Sur tous ces points, la fonction publique brille dans son absence de gestion des risques sociaux internes. Le service public ne mesure pas le climat social dans ses rangs, ni les risques auxquels son management l'expose. C'est probablement le sujet de demain.
Jusqu'où la société pourra-t-elle l'accepter ? Comment réformer le modèle ?
Eric Verhaeghe : Beaucoup de Français attendent légitimement que la fonction publique démontre sa capacité à dégager des gains de productivité qui permettent d'améliorer la qualité de service en diminuant les moyens. Certains services publics sont au cœur de cette demande : la santé, la police, l'enseignement.

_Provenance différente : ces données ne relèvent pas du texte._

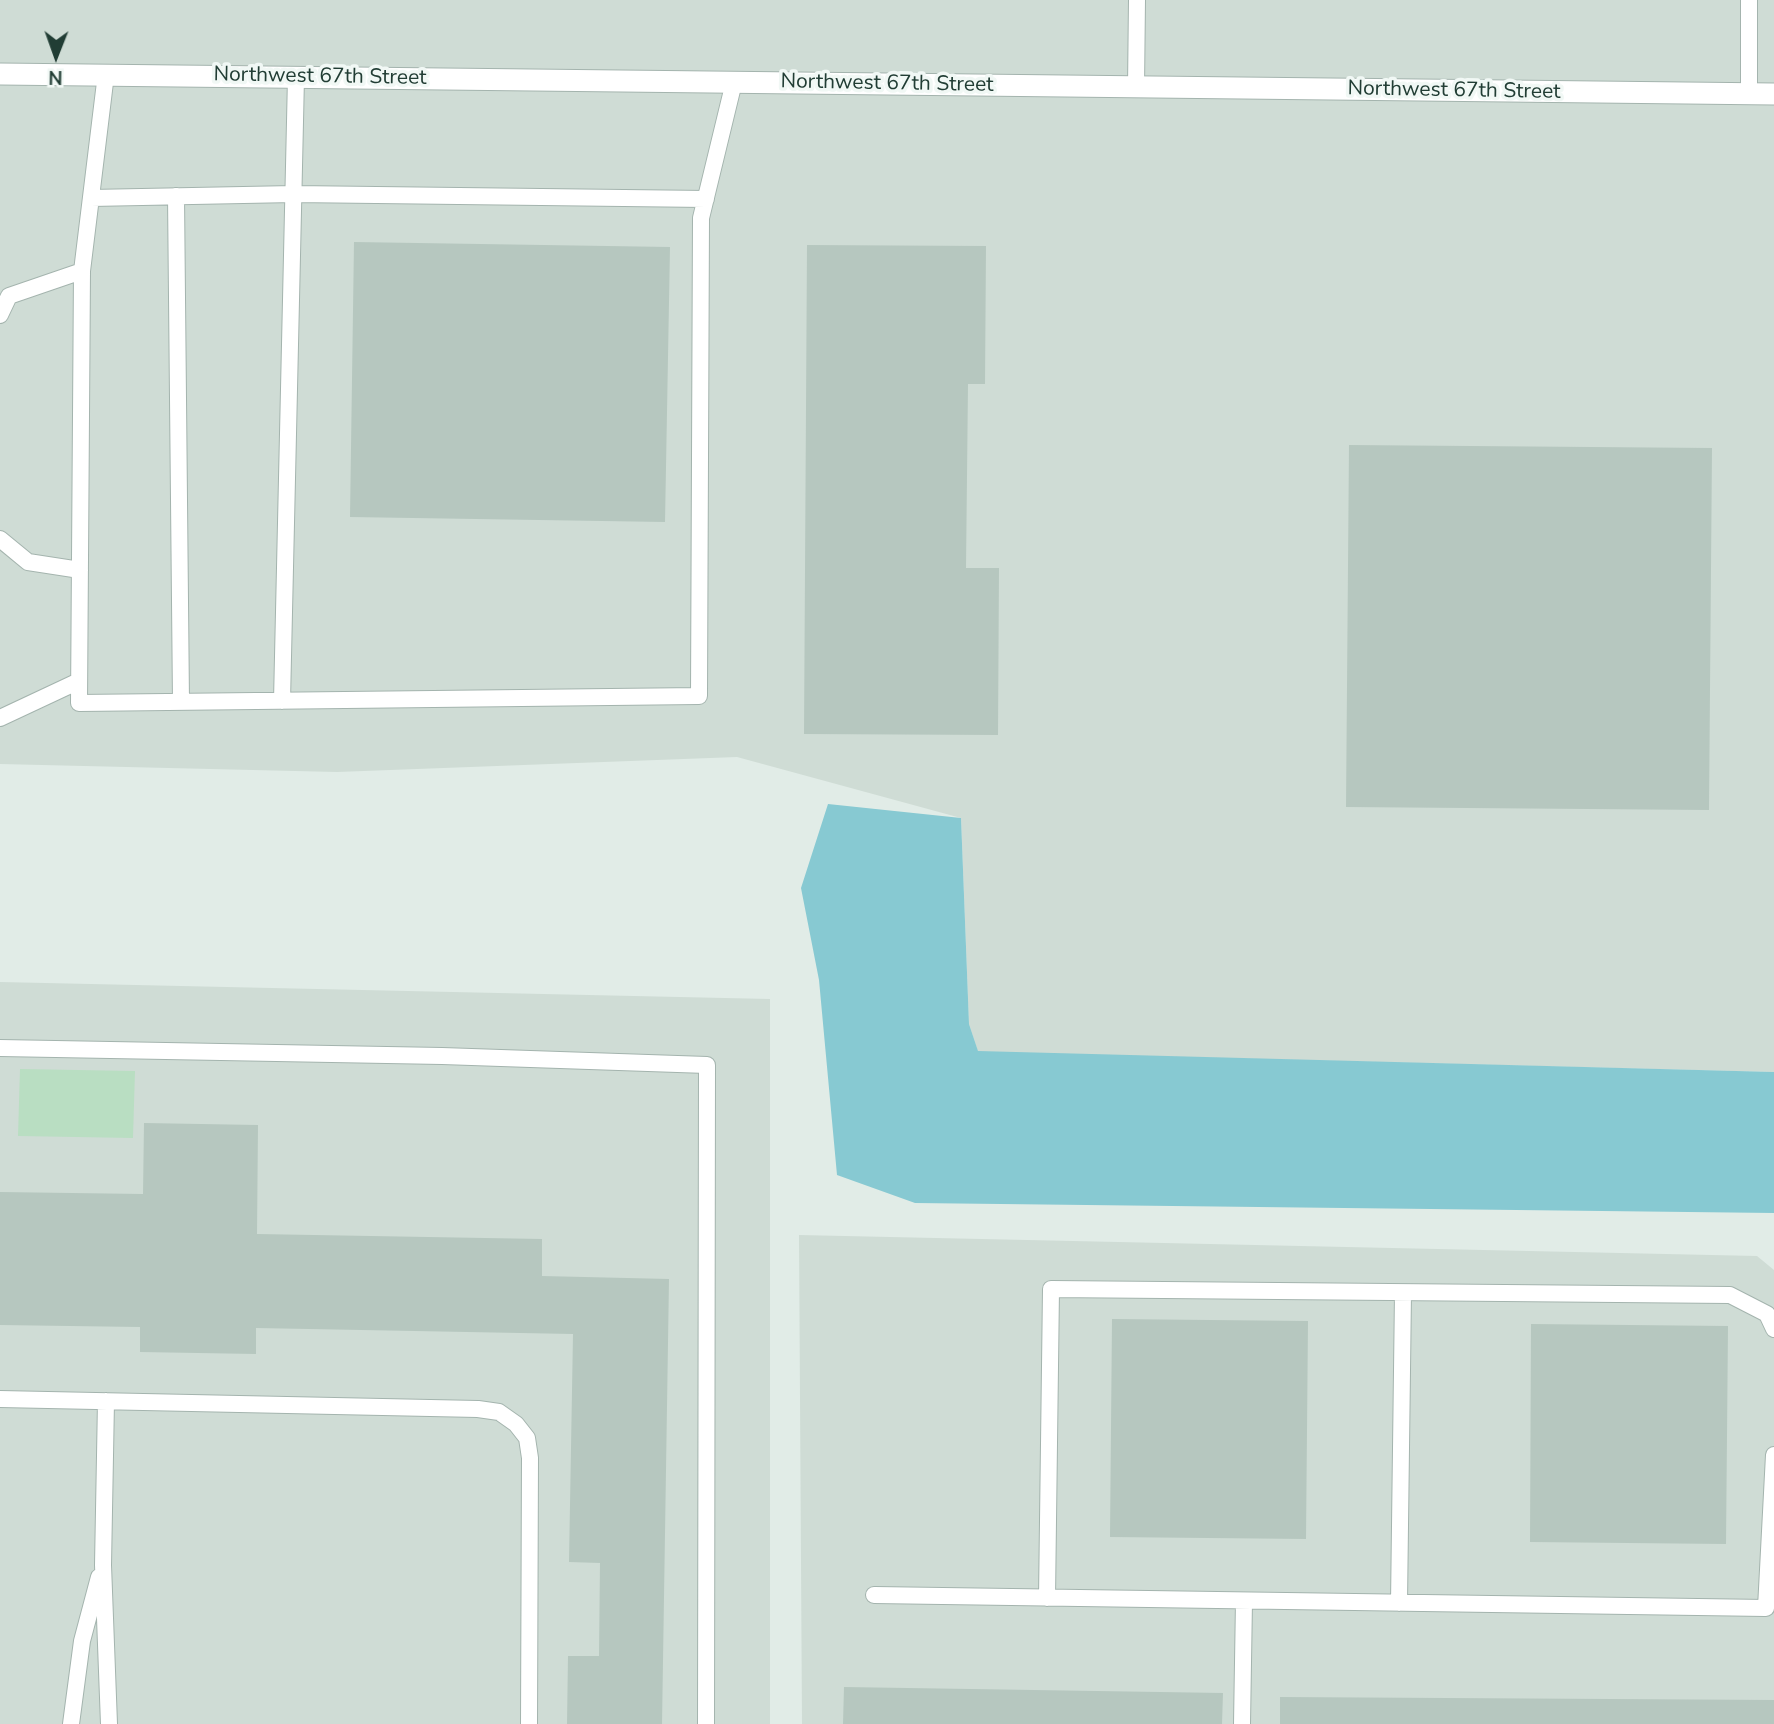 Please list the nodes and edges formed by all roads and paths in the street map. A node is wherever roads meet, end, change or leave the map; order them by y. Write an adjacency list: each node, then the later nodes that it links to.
1 (1137, 0): 7 (lane)
2 (1749, 0): 8 (lane)
3 (0, 74): 4 (street, Northwest 67th Street)
4 (106, 75): 5 (street, Northwest 67th Street); 12 (lane)
5 (296, 77): 6 (street, Northwest 67th Street); 10 (lane)
6 (734, 82): 7 (street, Northwest 67th Street); 13 (lane)
7 (1136, 87): 8 (street, Northwest 67th Street)
8 (1749, 94): 9 (street, Northwest 67th Street)
9 (1774, 94)
10 (294, 194): 11 (lane); 13 (lane); 19 (lane)
11 (176, 196): 12 (lane); 20 (lane)
12 (91, 198): 14 (lane)
13 (706, 199): 19 (lane)
14 (82, 271): 15 (lane); 17 (lane)
15 (0, 314)
16 (0, 540): 17 (lane)
17 (80, 570): 18 (lane)
18 (79, 681): 20 (lane); 21 (lane)
19 (282, 701): 20 (lane)
20 (181, 702)
21 (0, 718)
22 (0, 1048): 36 (lane)
23 (1404, 1293): 24 (lane); 30 (lane); 32 (lane)
24 (1774, 1329)
25 (0, 1399): 26 (lane)
26 (106, 1402): 28 (lane); 35 (lane)
27 (1774, 1455): 32 (lane)
28 (103, 1564): 33 (lane); 34 (lane)
29 (874, 1595): 30 (lane)
30 (1047, 1598): 31 (lane)
31 (1244, 1601): 32 (lane); 37 (lane)
32 (1399, 1603)
33 (71, 1724)
34 (109, 1724)
35 (529, 1724)
36 (706, 1724)
37 (1242, 1724)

Je pense que c'est un crève-cœur pour beaucoup de Français de voir la débauche de moyens consacrés à l'éducation de leurs enfants, avec d'aussi mauvais résultats. Je ne suis pas sûr que ce genre de gaspillage débouche sur une contestation globale. En revanche, je suis assez convaincu que des demandes catégorielles ne tarderont pas à apparaître, surtout avec la montée de la pression fiscale, qui nourrit déjà un important exil, et pas seulement dans les catégories les plus privilégiées. Dans le cas de l'enseignement, il me semble que la revendication d'un chèque scolaire, c'est-à-dire un versement direct aux familles des subventions accordées par élève, ne peut que prospérer. Peu de Français continueront à accepter de payer 7.000 euros par an et par enfant pour une école qui déstructure l'intelligence des enfants et constitue un passif irrécupérable dans l'éducation.

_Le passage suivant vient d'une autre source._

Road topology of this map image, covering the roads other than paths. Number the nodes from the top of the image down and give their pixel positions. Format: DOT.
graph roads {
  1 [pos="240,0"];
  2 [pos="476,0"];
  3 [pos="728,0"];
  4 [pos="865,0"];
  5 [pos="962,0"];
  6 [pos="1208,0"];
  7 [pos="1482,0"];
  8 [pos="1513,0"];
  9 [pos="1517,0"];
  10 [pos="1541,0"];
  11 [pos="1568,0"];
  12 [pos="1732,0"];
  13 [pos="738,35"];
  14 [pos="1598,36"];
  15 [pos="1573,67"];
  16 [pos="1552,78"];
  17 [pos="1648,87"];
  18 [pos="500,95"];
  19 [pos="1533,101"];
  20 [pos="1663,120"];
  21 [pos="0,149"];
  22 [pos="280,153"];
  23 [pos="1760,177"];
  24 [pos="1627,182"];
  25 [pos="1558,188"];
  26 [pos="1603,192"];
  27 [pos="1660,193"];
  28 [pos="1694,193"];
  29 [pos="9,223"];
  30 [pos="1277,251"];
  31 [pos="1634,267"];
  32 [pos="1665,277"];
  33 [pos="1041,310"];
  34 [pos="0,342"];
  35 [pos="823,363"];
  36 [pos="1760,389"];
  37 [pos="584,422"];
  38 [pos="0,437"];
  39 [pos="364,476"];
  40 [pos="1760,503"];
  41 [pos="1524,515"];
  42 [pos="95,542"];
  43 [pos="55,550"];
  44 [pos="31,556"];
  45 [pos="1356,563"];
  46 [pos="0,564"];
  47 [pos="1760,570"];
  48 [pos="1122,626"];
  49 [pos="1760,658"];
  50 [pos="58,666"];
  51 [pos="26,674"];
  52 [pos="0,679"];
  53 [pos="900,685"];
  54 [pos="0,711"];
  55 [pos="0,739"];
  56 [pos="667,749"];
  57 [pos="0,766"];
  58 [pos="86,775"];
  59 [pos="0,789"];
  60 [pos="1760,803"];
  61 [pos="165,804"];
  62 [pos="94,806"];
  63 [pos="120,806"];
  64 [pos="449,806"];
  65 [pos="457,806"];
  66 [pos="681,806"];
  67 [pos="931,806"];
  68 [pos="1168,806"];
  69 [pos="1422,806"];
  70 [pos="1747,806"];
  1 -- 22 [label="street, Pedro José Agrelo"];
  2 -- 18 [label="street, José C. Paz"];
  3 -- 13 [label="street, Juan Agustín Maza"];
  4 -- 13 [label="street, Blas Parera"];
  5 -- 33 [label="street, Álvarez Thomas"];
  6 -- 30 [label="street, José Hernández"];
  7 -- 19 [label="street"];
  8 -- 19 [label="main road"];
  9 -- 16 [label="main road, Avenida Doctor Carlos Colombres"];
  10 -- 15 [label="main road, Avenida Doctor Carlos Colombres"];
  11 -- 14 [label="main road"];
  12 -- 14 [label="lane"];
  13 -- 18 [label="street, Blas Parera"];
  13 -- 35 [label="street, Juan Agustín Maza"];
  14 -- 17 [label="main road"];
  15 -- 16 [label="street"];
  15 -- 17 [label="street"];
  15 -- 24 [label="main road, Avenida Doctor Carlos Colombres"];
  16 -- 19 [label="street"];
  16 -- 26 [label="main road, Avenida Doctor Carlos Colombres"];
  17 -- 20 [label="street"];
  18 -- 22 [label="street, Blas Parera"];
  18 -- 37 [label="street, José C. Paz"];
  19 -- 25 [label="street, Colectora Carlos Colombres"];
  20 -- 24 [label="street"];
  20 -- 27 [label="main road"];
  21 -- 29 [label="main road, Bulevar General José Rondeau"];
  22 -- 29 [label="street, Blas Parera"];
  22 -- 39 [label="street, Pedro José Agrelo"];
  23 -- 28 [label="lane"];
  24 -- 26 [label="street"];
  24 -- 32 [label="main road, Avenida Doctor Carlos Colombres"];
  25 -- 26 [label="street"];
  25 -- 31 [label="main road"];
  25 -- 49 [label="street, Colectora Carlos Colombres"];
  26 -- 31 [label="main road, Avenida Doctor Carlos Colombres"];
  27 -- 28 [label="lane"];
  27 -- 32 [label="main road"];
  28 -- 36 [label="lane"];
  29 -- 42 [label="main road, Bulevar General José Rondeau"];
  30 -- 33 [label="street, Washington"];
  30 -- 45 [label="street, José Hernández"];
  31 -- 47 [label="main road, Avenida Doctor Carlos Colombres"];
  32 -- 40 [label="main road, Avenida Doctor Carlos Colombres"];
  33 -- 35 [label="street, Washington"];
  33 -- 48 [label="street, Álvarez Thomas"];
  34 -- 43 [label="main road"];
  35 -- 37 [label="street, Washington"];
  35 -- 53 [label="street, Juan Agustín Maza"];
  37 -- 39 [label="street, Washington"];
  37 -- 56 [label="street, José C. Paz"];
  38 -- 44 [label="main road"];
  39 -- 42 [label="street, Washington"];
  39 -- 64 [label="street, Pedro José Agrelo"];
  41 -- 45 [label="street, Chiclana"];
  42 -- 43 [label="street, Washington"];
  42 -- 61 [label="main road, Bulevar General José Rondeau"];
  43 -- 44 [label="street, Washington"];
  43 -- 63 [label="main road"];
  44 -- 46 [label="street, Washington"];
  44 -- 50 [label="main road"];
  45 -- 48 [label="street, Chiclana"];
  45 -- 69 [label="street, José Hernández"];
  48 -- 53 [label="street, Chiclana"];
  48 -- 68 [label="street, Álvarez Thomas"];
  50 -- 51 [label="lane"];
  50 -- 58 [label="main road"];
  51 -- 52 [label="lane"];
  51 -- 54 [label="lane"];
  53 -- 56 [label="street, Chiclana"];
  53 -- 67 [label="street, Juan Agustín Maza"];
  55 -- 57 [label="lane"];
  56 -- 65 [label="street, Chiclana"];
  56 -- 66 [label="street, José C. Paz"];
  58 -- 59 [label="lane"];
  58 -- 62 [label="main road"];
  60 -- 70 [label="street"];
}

François Dupuy : A une époque, on nous expliquait que si le Super (le carburant) atteignait les 5 francs, ce serait la révolution dans notre pays puisqu'il s'agissait du seuil de supportabilité des Français. Pourtant, aujourd'hui il atteint en euros l'équivalent de 10 francs si ce n'est plus. N'oublions pas que les Français sont généralement favorables aux fonctionnaires auxquels ils ont affaire. Le taux de satisfaction des citoyens vis-à-vis de l'administration est très élevé. Il atteint presque les 80% avec les centres des impôts. Il n'y a pas une seule entreprise privée qui dispose d'un tel taux de satisfaction de ses clients.
Dans le même temps, près de 70% des Français souhaiteraient être fonctionnaire du fait de la sécurité de l'emploi. De même, il n'y a pas une seule famille française qui, de près ou de loin, n'ait pas un membre fonctionnaire. L'opinion qui consiste à s'attaquer à la fonction publique frontalement est par conséquent globalement impopulaire. Les Français sont "drogués" à la fonction publique puisque, dès que cela ne va pas, ils s'en retourne à l'Etat.

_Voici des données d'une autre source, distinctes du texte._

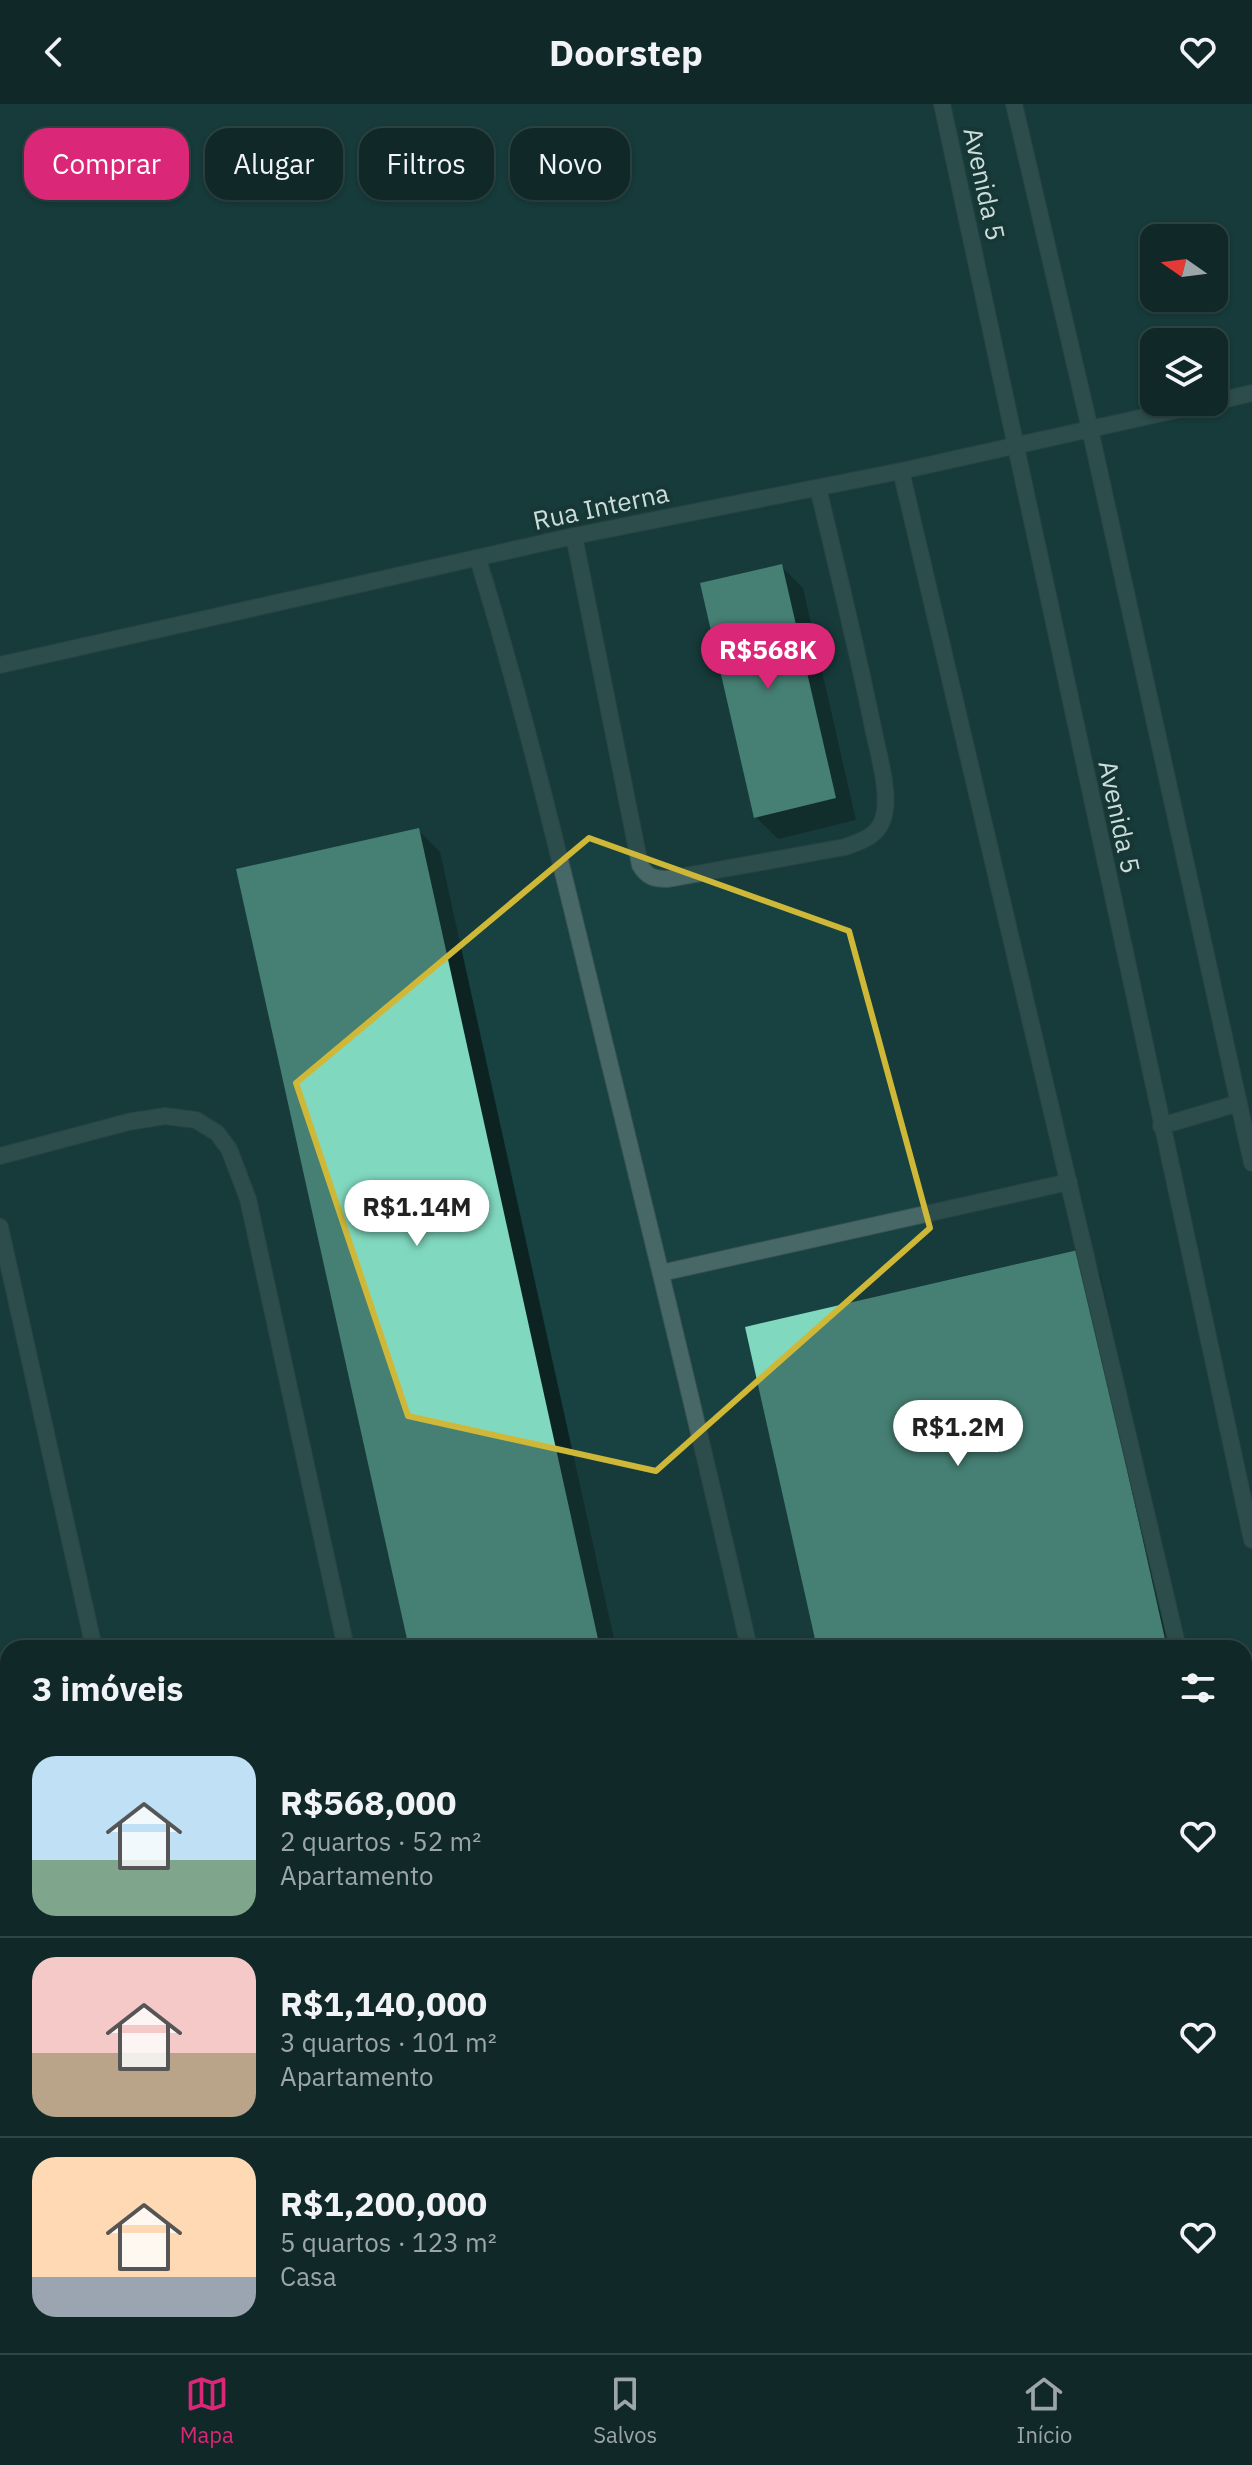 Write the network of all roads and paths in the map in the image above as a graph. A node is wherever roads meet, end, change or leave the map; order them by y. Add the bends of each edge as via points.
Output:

Les gouvernements, de droite ou de gauche, s'attaquent à la fonction publique sans avoir de véritables projets. Ils jouent au coup par coup pour retirer tels ou tels avantages, ce qui se termine par une défiance des fonctionnaires. En retour, ils scanderont que la fonction publique est "irréformable". Il faut casser ce cercle vicieux si nous souhaitons réformer réellement la fonction publique par un véritable projet.